Now, man that he was, Dada was powerfully taken with the image of two dueling women blown up by the male imagination
to the size of pagan goddesses. Well, if that was the way he saw it, it was all out of his hands, wasn't it? There was nothing more to do than to watch and wait.
But his fear for her was gone.
78
(The Nagasaki ms.)
One evening Kate summoned me to her as I was making preparations for the night. “I want to talk to you,” she said in a tone that announced a formal allocution. When I approached, she indicated that I was to kneel at a small distance from where she sat; usually I placed myself directly at her feet.
“Listen closely to what I have to say; I shan't need your comment.
“I have given instructions to Goro to bring Butterfly here tomorrow afternoon. Don't look so surprised—you've been waiting impatiently to see her, haven't you? Hush! Not a word from you. Just listen.
“When she comes, I want you first to see her alone. And as a free man, not as a slave. Mark that, as a free agent at liberty to do what he will, to determine the course of his own life. More explicitly, I want you to spend an hour with her at the very least—longer if you wish—and then decide whether you will remain her husband and free, or whether you want in earnest to become my slave.
“I know what's on your tongue: that your choice has long been made, that there is no question in your mind. But you've been reasoning as a slave; tomorrow I want you to think as a free man. It may be the last time, but do it—I wish it. It's for this that I put off signing our contract.” She produced a copy of that document
and reached over to hand it to me. “Here, read it again carefully and consider well the consequences. Tomorrow you can walk out under a free sky; after tomorrow, never again! For all you know, you may not even be alive, because the moment you sign that contract, I can order you to end your existence—and who can ever know what a mistress's whims will be? I myself don't know. Keep that well in mind. And remember what I've told you before and repeat now for the last time: only a fool among fools will put himself under such a contract.

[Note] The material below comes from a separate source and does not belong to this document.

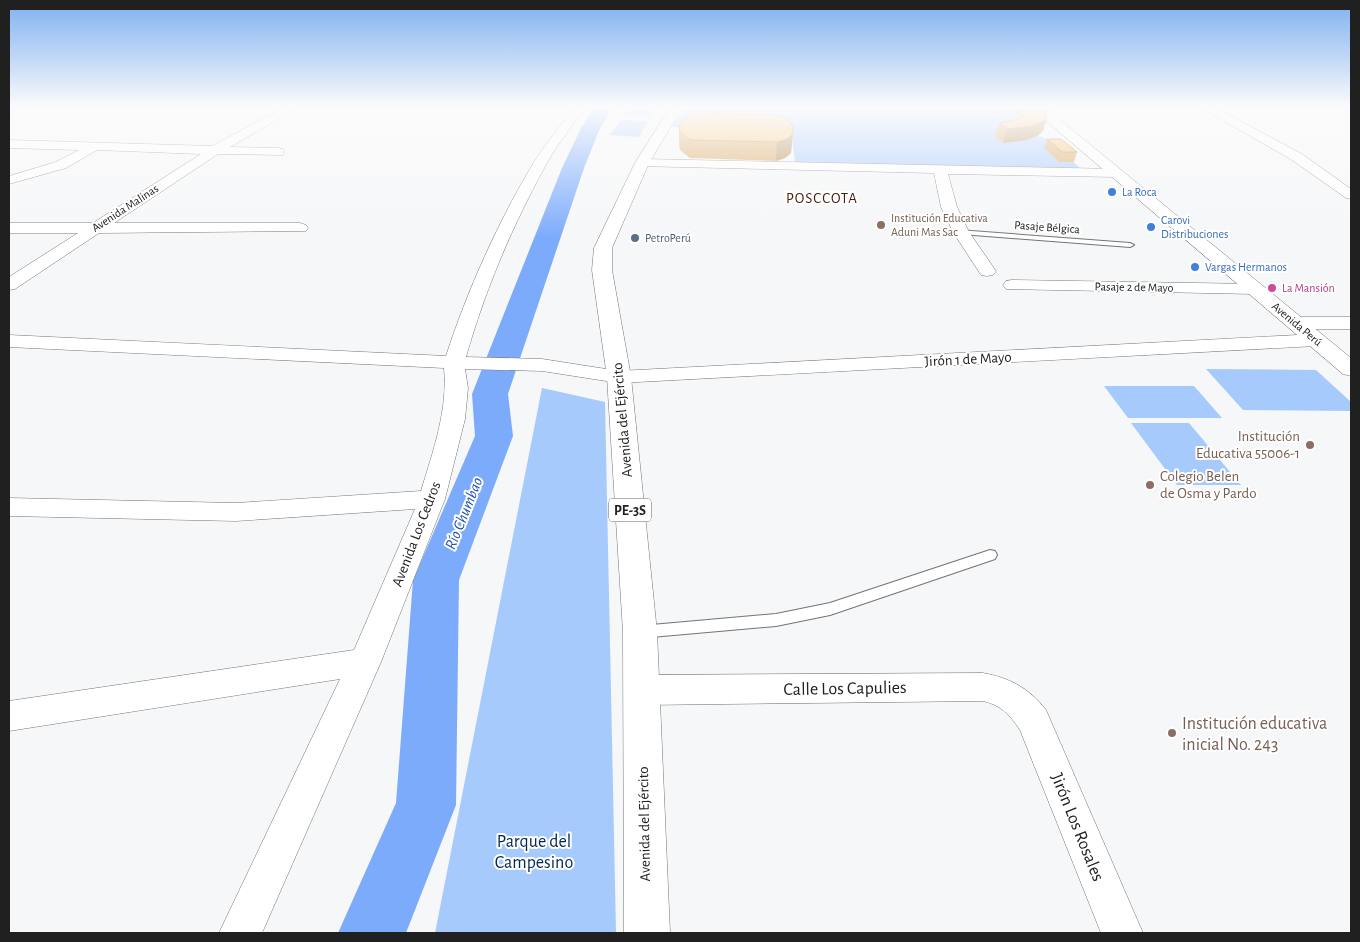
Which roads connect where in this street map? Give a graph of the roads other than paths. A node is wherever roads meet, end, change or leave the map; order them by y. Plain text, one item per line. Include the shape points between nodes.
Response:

“You'll receive her in the parlor; I'll be in here. Once you've made your decision, knock on the door. I want to see her before she leaves, and you too, of course, if you decide to accompany her. Take your time; stay with her as long as you like, but give yourself at least an hour. You can do and speak as you please. Touch her, embrace her. Don't let my being in the next room intimidate you. Get it into your head now that you'll be free, even if you should choose not to remain so—in which case it would be your last hour of freedom, so reason the more to grasp it by the lock. In fact, it would please me to have you feel once again what it is to be a man. Who knows, that might bring you to your senses, if nothing else does. You won't be wearing your belt, obviously; here is the key. I suggest, however, that you keep it on until noon tomorrow. Tonight you'll sleep in your room. I give you permission to use the bed.
“Is everything clear? Good! Now give me my massage; then go. I'll want nothing more tonight.”
With that she held out her foot for the ritual kiss that terminated our audiences.
79
(From the interview with Mrs. Milly Davenport)
He was wrong, however. Fatally wrong, you might almost say. It hounded him for a long, long time, and he did his almighty best to find out what'd happened. Not that it would've made any difference anymore, but he was eaten up by remorse and wanted at least to know where he'd been off in the way he'd had things figured. Because he'd been so sure, you know. He was sure she couldn't take her own life, even after she'd gone and done it. It must've been an accident, he'd think, or maybe they murdered her. He just couldn't square her killing herself with what he believed he knew about her. “I can still see her today,” he told me. “The proud grace of her neck, the way she held up her head—so dignified, so self-possessed, so vital. I tell you, Milly, a woman who holds her head like that couldn't kill herself. It's a physiological impossibility.”
I didn't know anything about physiology, but from all Dada had told me, it seemed mighty unlikely to me, too. “Maybe they wanted to take her child after all,” I remember suggesting without being half convinced of it.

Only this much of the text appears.